Different AD clinical courses in patients withdrawing treatment compared to patients continuing therapy.
At timepoint 1 (lockdown phase), disease severity assessment of the whole patient population showed: mean EASI score of 6.8 ±7.7, itch-NRS of 2.6 ±2.2, sleep-NRS of 1.7 ±2.1, and self-assessment of AD severity, AD-NRS of 2.5 ±2.1 (Table 4). During the study period, patients experienced a significant reduction of mean itch-NRS, mean sleep-NRS, and mean AD-NRS scores, achieving lower mean scores at timepoint 3, compared to timepoint 1 (Table S2 and Table S3). This improvement reflected the significant decrease of mean EASI score at timepoint 3 (3.4 ± 4.4) compared to timepoint 1 (6.8 ± 7.7, p<0.0001). Reduction of mean EASI score was observed in both patients continuing treatment and patients interrupting systemic therapy, though at different extent (Table 4). Indeed, mean EASI score changed in the cohort of patients continuing treatment over time (6.6±7.8 at timepoint 1 vs. 2.8±3.4 at timepoint 3), obtaining a 10-fold higher reduction compared to the cohort of patients withdrawing treatment (8.2±7.5 at timepoint 1 vs. 7.3±7.7 at timepoint 3).
Self-assessment of itch, sleep and disease severity did not reveal any marked difference between the two patient subcohorts in terms of score reduction (Table 4).

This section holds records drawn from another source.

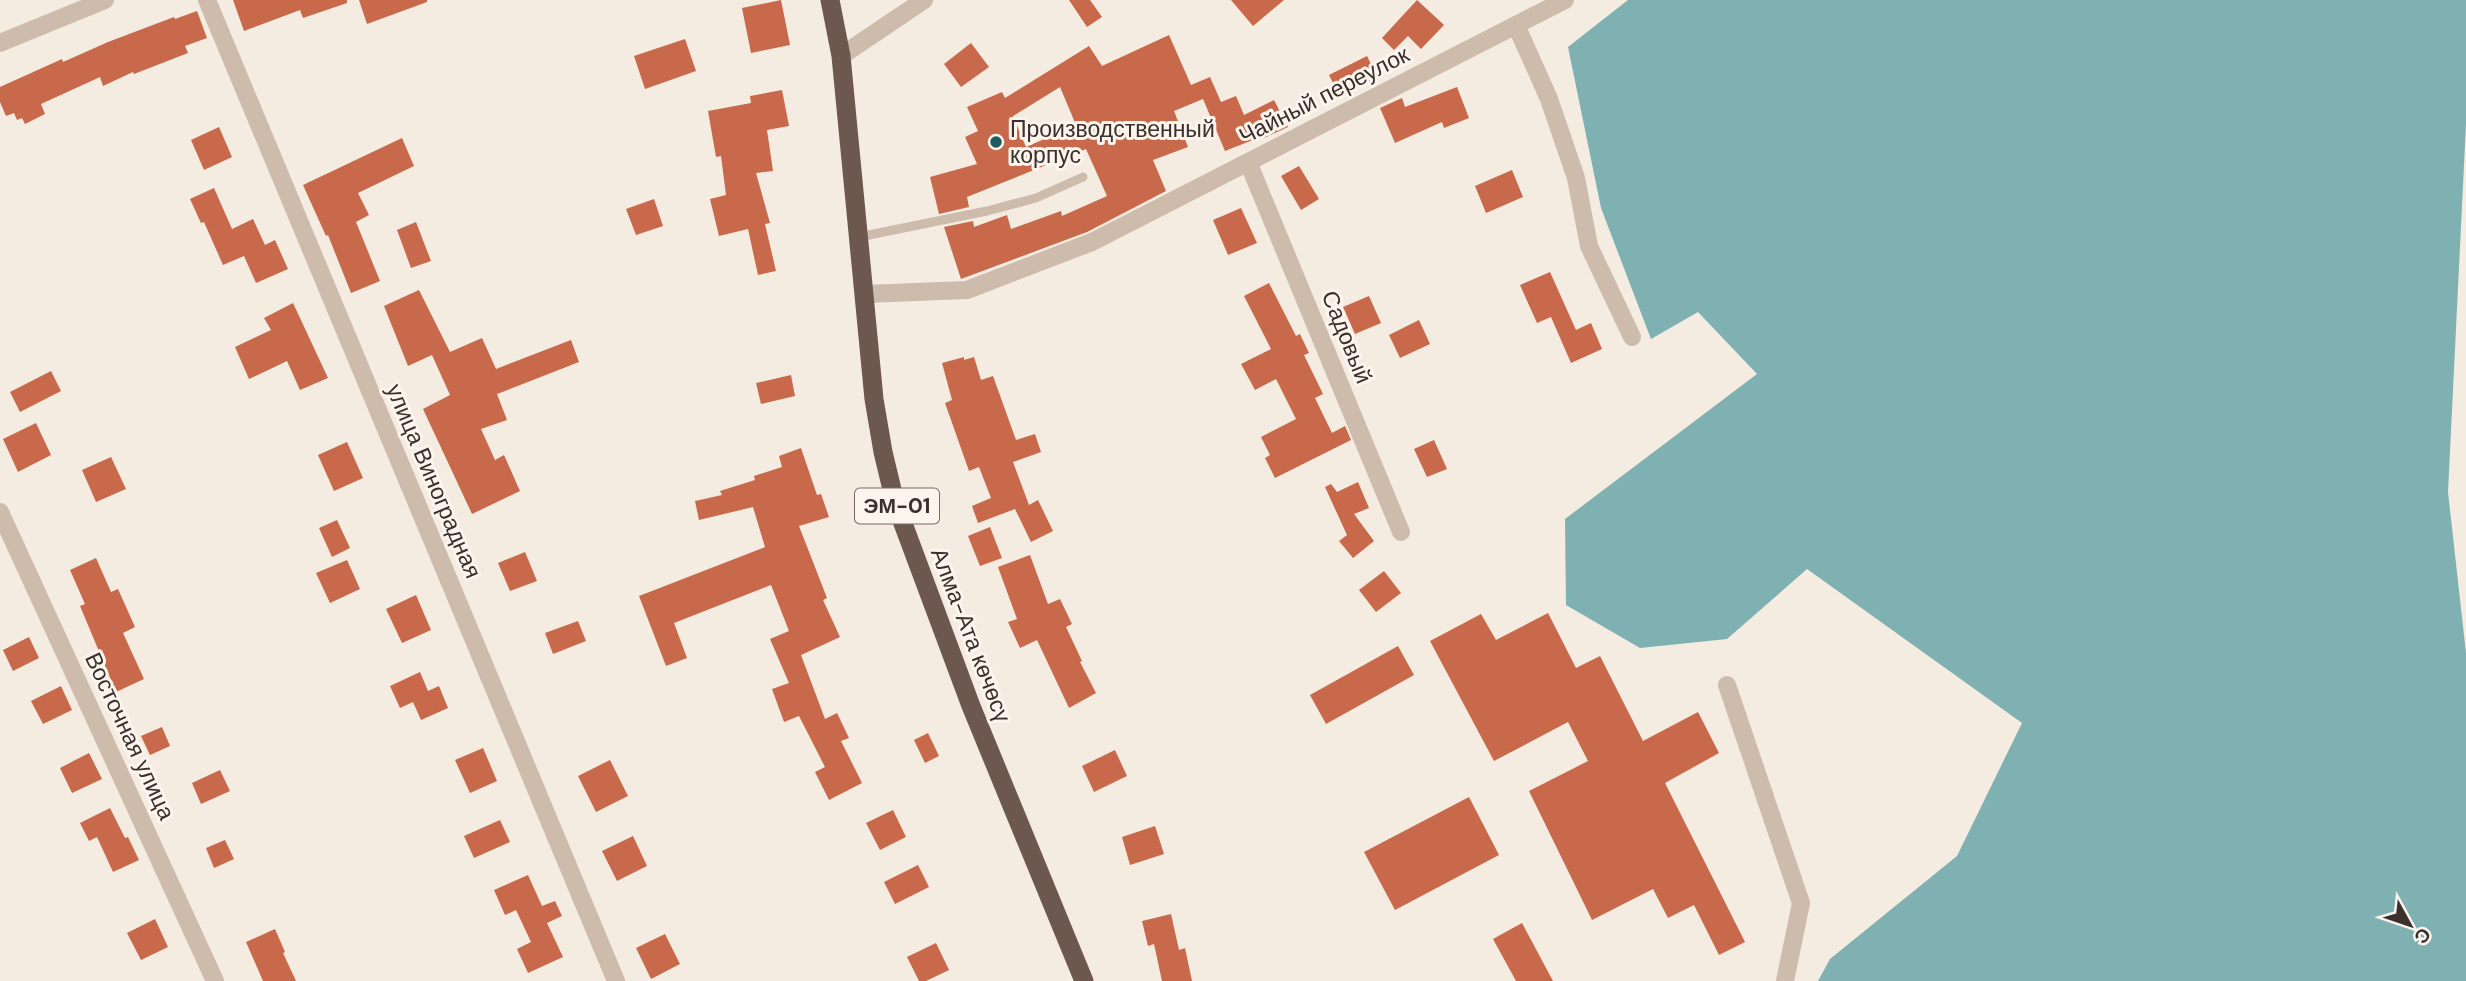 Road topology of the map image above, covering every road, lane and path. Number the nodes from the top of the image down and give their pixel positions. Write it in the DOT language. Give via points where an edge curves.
graph roads {
  1 [pos="104,0"];
  2 [pos="207,0"];
  3 [pos="830,0"];
  4 [pos="924,0"];
  5 [pos="1565,0"];
  6 [pos="1516,25"];
  7 [pos="0,43"];
  8 [pos="841,56"];
  9 [pos="1248,162"];
  10 [pos="1083,177"];
  11 [pos="859,237"];
  12 [pos="865,295"];
  13 [pos="1632,337"];
  14 [pos="0,512"];
  15 [pos="1401,532"];
  16 [pos="1727,685"];
  17 [pos="215,981"];
  18 [pos="616,981"];
  19 [pos="1084,981"];
  20 [pos="1785,981"];
  1 -- 7 [label="street"];
  2 -- 18 [label="street, улица Виноградная"];
  3 -- 8 [label="highway, Алма-Ата көчөсү / ЭМ-01"];
  4 -- 8 [label="street"];
  5 -- 6 [label="street, Чайный переулок"];
  6 -- 9 [label="street, Чайный переулок"];
  6 -- 13 [label="street" via="1549,99 1576,178 1589,246"];
  8 -- 11 [label="highway, Алма-Ата көчөсү / ЭМ-01"];
  9 -- 12 [label="street, Чайный переулок" via="1091,242 967,290"];
  9 -- 15 [label="street, Садовый"];
  10 -- 11 [label="lane" via="1036,198"];
  11 -- 12 [label="highway, Алма-Ата көчөсү / ЭМ-01"];
  12 -- 19 [label="highway, Алма-Ата көчөсү / ЭМ-01" via="874,400 895,502 971,706"];
  14 -- 17 [label="street, Восточная улица"];
  16 -- 20 [label="street" via="1801,904"];
} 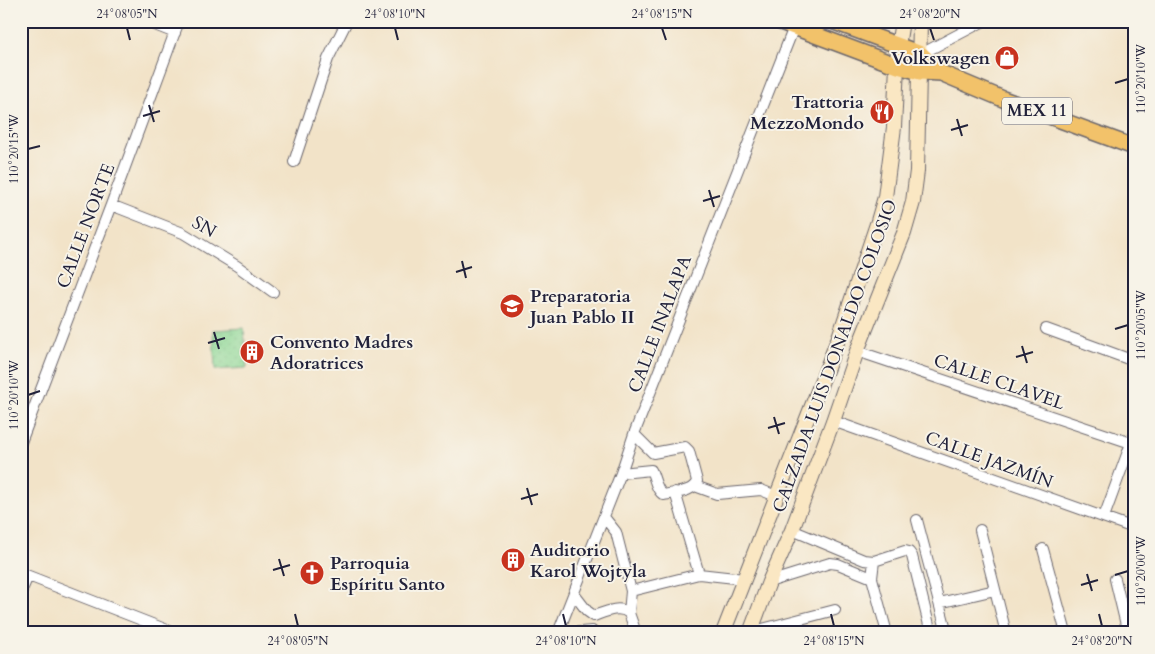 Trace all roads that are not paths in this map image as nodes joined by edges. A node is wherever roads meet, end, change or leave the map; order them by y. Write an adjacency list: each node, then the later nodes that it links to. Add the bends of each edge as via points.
1 (145, 21): 10 (street)
2 (179, 21): 10 (street, CALLE NORTE)
3 (347, 21): 17 (street, via 328,59)
4 (778, 21): 9 (main road, MEX 11)
5 (832, 21): 11 (main road, MEX 11)
6 (902, 21): 11 (main road, CALZADA LUIS DONALDO COLOSIO)
7 (920, 21): 12 (main road, CALZADA LUIS DONALDO COLOSIO)
8 (984, 21): 12 (street)
9 (794, 27): 13 (main road, MEX 11); 25 (street, CALLE INALAPA)
10 (175, 33): 18 (street, CALLE NORTE)
11 (898, 46): 12 (main road, MEX 11); 13 (main road, CALZADA LUIS DONALDO COLOSIO)
12 (921, 54): 14 (main road, CALZADA LUIS DONALDO COLOSIO); 15 (main road, MEX 11)
13 (898, 66): 14 (main road, MEX 11); 21 (main road, CALZADA LUIS DONALDO COLOSIO, via 885,197)
14 (920, 72): 15 (main road, MEX 11); 22 (main road, CALZADA LUIS DONALDO COLOSIO, via 913,202)
15 (941, 73): 16 (main road, MEX 11)
16 (1134, 147)
17 (294, 162)
18 (111, 205): 19 (street, SN, via 183,233); 27 (street, CALLE NORTE)
19 (273, 292)
20 (1046, 329): 23 (street)
21 (839, 337): 22 (main road); 33 (main road, CALZADA LUIS DONALDO COLOSIO)
22 (857, 351): 24 (main road, CALZADA LUIS DONALDO COLOSIO); 26 (street, CALLE CLAVEL)
23 (1134, 361)
24 (833, 421): 35 (street, CALLE JAZMÍN); 38 (main road, CALZADA LUIS DONALDO COLOSIO)
25 (634, 434): 28 (street); 30 (street, CALLE INALAPA)
26 (1132, 440): 35 (street)
27 (21, 442)
28 (653, 453): 29 (street); 31 (street, via 685,447 697,481)
29 (651, 470): 30 (street); 32 (street, via 661,493)
30 (621, 473): 34 (street, CALLE INALAPA)
31 (695, 486): 32 (street); 33 (street, via 717,494 761,490)
32 (675, 492): 42 (street)
33 (776, 496): 44 (main road, CALZADA LUIS DONALDO COLOSIO)
34 (604, 516): 49 (street, via 616,532); 51 (street, CALLE INALAPA)
35 (1104, 517): 37 (street, CALLE JAZMÍN)
36 (917, 520): 52 (street)
37 (1134, 528)
38 (792, 530): 41 (street, via 864,560); 47 (main road, CALZADA LUIS DONALDO COLOSIO)
39 (980, 530): 48 (street)
40 (1043, 550): 68 (street)
41 (874, 561): 45 (street); 65 (street, via 909,552)
42 (699, 574): 44 (street); 49 (street)
43 (24, 575): 50 (street); 56 (street)
44 (744, 578): 47 (main road); 63 (main road, CALZADA LUIS DONALDO COLOSIO)
45 (872, 578): 47 (street, via 830,563); 64 (street)
46 (1114, 579): 69 (street)
47 (769, 582): 58 (main road, CALZADA LUIS DONALDO COLOSIO)
48 (995, 590): 52 (street); 67 (street)
49 (631, 591): 54 (street)
50 (21, 592)
51 (574, 594): 55 (street); 60 (street, CALLE INALAPA)
52 (939, 604): 66 (street)
53 (835, 610): 58 (street)
54 (629, 613): 55 (street, via 617,609); 62 (street)
55 (594, 616): 57 (street)
56 (156, 629): 59 (street)
57 (592, 632): 61 (street)
58 (751, 632)
59 (175, 633)
60 (558, 633)
61 (571, 633)
62 (636, 633)
63 (723, 633)
64 (887, 633)
65 (931, 633)
66 (947, 633)
67 (1006, 633)
68 (1066, 633)
69 (1128, 633) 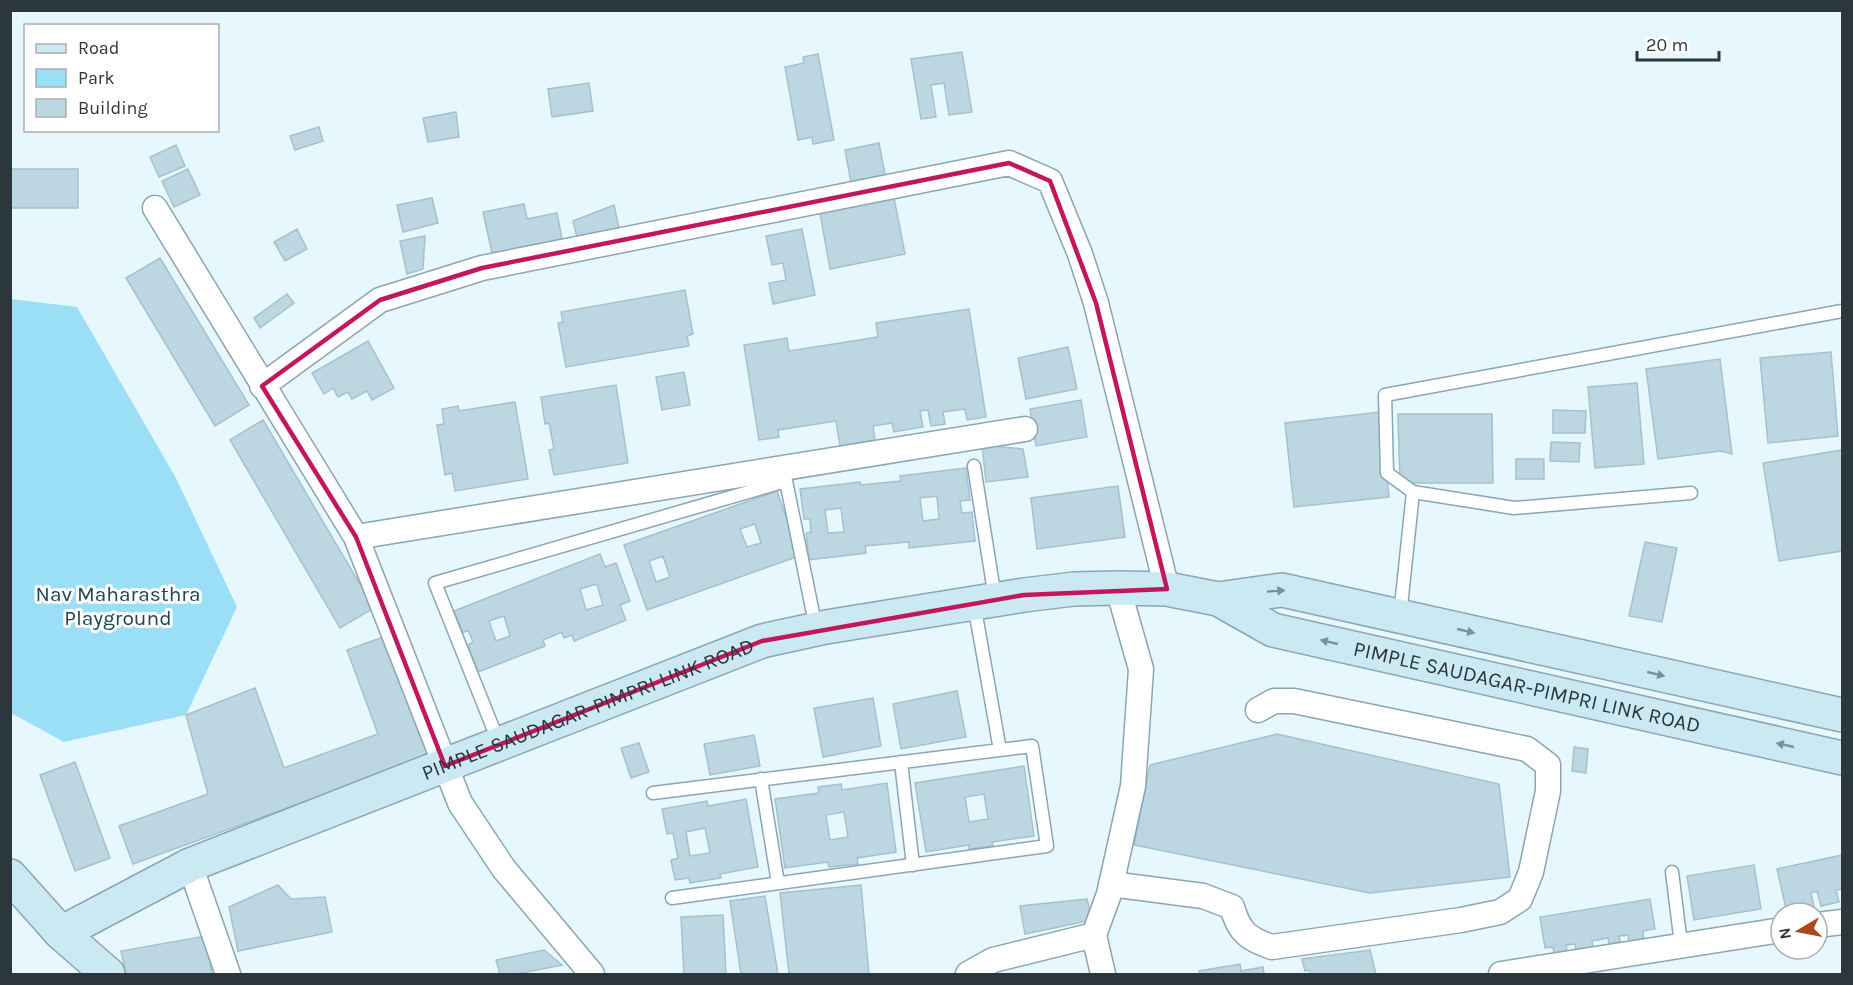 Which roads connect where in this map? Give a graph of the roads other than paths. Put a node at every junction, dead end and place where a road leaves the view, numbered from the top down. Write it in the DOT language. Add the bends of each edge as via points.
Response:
graph roads {
  1 [pos="155,208"];
  2 [pos="1842,311"];
  3 [pos="262,386"];
  4 [pos="1025,429"];
  5 [pos="974,466"];
  6 [pos="1413,492"];
  7 [pos="1691,493"];
  8 [pos="356,537"];
  9 [pos="1118,588"];
  10 [pos="1167,589"];
  11 [pos="1218,599"];
  12 [pos="985,601"];
  13 [pos="1400,616"];
  14 [pos="816,629"];
  15 [pos="1258,710"];
  16 [pos="1842,715"];
  17 [pos="500,744"];
  18 [pos="1000,750"];
  19 [pos="1842,758"];
  20 [pos="902,762"];
  21 [pos="445,766"];
  22 [pos="761,779"];
  23 [pos="653,792"];
  24 [pos="190,865"];
  25 [pos="913,865"];
  26 [pos="1672,872"];
  27 [pos="10,876"];
  28 [pos="778,883"];
  29 [pos="1112,884"];
  30 [pos="672,898"];
  31 [pos="1769,932"];
  32 [pos="61,933"];
  33 [pos="1094,935"];
  34 [pos="1681,944"];
  35 [pos="107,974"];
  36 [pos="228,975"];
  37 [pos="592,975"];
  38 [pos="968,975"];
  39 [pos="1103,975"];
  40 [pos="1502,975"];
  1 -- 3 [label="street"];
  2 -- 6 [label="lane" via="1385,395 1387,473"];
  3 -- 8 [label="street"];
  3 -- 10 [label="street" via="380,300 482,268 1009,164 1050,181 1080,254 1096,303"];
  4 -- 8 [label="street"];
  5 -- 12 [label="lane"];
  6 -- 7 [label="lane" via="1514,508"];
  6 -- 13 [label="lane"];
  8 -- 21 [label="street"];
  9 -- 10 [label="street, PIMPLE SAUDAGAR-PIMPRI LINK ROAD"];
  9 -- 12 [label="street, PIMPLE SAUDAGAR-PIMPRI LINK ROAD" via="1074,589"];
  9 -- 29 [label="street" via="1141,669 1133,786"];
  10 -- 11 [label="street, PIMPLE SAUDAGAR-PIMPRI LINK ROAD"];
  11 -- 13 [label="street, PIMPLE SAUDAGAR-PIMPRI LINK ROAD, one-way" via="1282,590"];
  19 -- 11 [label="street, PIMPLE SAUDAGAR-PIMPRI LINK ROAD, one-way" via="1273,630"];
  12 -- 14 [label="street, PIMPLE SAUDAGAR-PIMPRI LINK ROAD"];
  12 -- 18 [label="lane"];
  13 -- 16 [label="street, PIMPLE SAUDAGAR-PIMPRI LINK ROAD, one-way"];
  14 -- 17 [label="street, PIMPLE SAUDAGAR-PIMPRI LINK ROAD" via="762,641 697,664"];
  14 -- 17 [label="lane" via="786,481 435,583"];
  15 -- 29 [label="street" via="1274,701 1294,701 1527,749 1548,765 1548,791 1531,872 1520,899 1500,912 1461,920 1272,947 1252,941 1236,922 1232,907 1203,896"];
  17 -- 21 [label="street, PIMPLE SAUDAGAR-PIMPRI LINK ROAD"];
  18 -- 20 [label="lane"];
  18 -- 25 [label="lane" via="1032,746 1047,846"];
  20 -- 22 [label="lane"];
  20 -- 25 [label="lane"];
  21 -- 24 [label="street, PIMPLE SAUDAGAR-PIMPRI LINK ROAD"];
  21 -- 37 [label="street" via="460,803 504,869"];
  22 -- 23 [label="lane"];
  22 -- 28 [label="lane"];
  24 -- 32 [label="street, PIMPLE SAUDAGAR-PIMPRI LINK ROAD"];
  24 -- 36 [label="street"];
  25 -- 28 [label="lane"];
  26 -- 34 [label="lane"];
  27 -- 32 [label="street"];
  28 -- 30 [label="lane"];
  29 -- 33 [label="street"];
  31 -- 34 [label="street"];
  32 -- 35 [label="street"];
  33 -- 38 [label="street" via="993,960"];
  33 -- 39 [label="street"];
  34 -- 40 [label="street"];
}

At timepoint 1, AD improvement was experienced by a higher percentage of patients continuing therapy compared to patients discontinuing treatment (28.8% vs. 15.5%, p<0.001). Stable AD was reported by 60.9% of patients continuing therapy compared to 48.6% of patients interrupting therapy. On the contrary, an increased number of patients discontinuing therapy described worsening of disease compared to patients continuing therapy (35.9% vs. 10.3%). Similarly, AD status perceived by patients continuing or interrupting therapy was significantly different at the following timepoints (p<0.001; Table 4). Comparing patients treated with dupilumab monotherapy, dupilumab combined with other systemic therapies, and immunosuppressive systemic compounds, a reduction of disease severity (EASI score, and NRS scores) was detected at timepoint 3 vs. timepoint 1, as well as a significantly different AD status across the three patient cohorts at each time point (p<0.0001, Table S2). Patients treated with dupilumab monotherapy showed lower disease activity at timepoint 1, with a mean EASI score significantly lower compared to the other patients (p<0.001), and this improvement was sustained thereafter (Table S2).